Prioritized remediation

  1. Replace newEnv := *a with an explicit tx scope type and delete graphTxs.EnvMap (graphql.go:31-109, config.go:48-88). Highest leverage: removes the copy-semantics invariant, the tx-leak vector, and the nested-tx hazard in one move. Effort: 1-2 days plus careful review of the ~30 WithTransaction call sites.
  2. Thread context.Context through mdloader and bound the reload path (mdloader/loader.go:111 downward). Mechanical, unlocks cancellation on the known hot path. Effort: half a day.
  3. Make Now() and SiteTitleTemplate() pure by caching the timezone/location on config reload (config.go:31-35, 89-101). Effort: hours.
  4. Supervise RecordUserNoteView with a bounded channel and single writer owned by app (rendernotepage/resolve.go:449-454). Effort: hours.
  5. Deduplicate GraphQLRequest/GraphQLRequestScoped and then the telegram backjob clones behind a parameterized core. Effort: hours for the first, 2-3 days for the jobs.
  6. Split graph.Env into domain-scoped interfaces on the resolver root and turn the env() panics into errors. Effort: 2-4 days, purely mechanical after deciding the grouping; do it after item 1 so the scope type is what gets asserted.

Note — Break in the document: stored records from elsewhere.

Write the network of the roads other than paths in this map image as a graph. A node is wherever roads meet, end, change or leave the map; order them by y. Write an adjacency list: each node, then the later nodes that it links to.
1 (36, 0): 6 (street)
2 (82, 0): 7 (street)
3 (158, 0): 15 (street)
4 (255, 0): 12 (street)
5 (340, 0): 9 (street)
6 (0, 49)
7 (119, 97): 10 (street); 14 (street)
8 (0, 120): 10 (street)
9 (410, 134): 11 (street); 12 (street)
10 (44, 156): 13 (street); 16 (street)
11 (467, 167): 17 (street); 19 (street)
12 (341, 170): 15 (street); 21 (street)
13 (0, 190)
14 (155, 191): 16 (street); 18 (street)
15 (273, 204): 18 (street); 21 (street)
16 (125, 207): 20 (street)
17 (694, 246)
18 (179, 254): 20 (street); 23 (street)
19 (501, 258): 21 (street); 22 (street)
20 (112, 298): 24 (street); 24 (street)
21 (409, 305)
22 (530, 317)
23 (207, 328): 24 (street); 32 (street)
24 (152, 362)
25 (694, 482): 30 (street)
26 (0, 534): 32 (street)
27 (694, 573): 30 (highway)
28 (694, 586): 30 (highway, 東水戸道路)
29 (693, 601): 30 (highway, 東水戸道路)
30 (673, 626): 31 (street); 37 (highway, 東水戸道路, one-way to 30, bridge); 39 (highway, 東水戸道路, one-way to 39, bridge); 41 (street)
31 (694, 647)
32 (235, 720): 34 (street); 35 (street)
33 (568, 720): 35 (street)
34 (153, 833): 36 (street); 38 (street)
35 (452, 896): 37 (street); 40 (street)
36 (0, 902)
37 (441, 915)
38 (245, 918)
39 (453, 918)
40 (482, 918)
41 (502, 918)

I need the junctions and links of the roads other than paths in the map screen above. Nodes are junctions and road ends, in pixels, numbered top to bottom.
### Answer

  7. Background, opportunistic: prefer model types over db.*Row types in new Env contracts; keep splitting model/note.go by concern; phase-split rendernotepage.Resolve next time it changes and drop its lint exclusion.

Items 1-4 remove the actual hazards. Items 5-7 are hygiene that pays down churn cost. Nothing here requires a rewrite; the composition root is the only place where the architecture fights its own principles.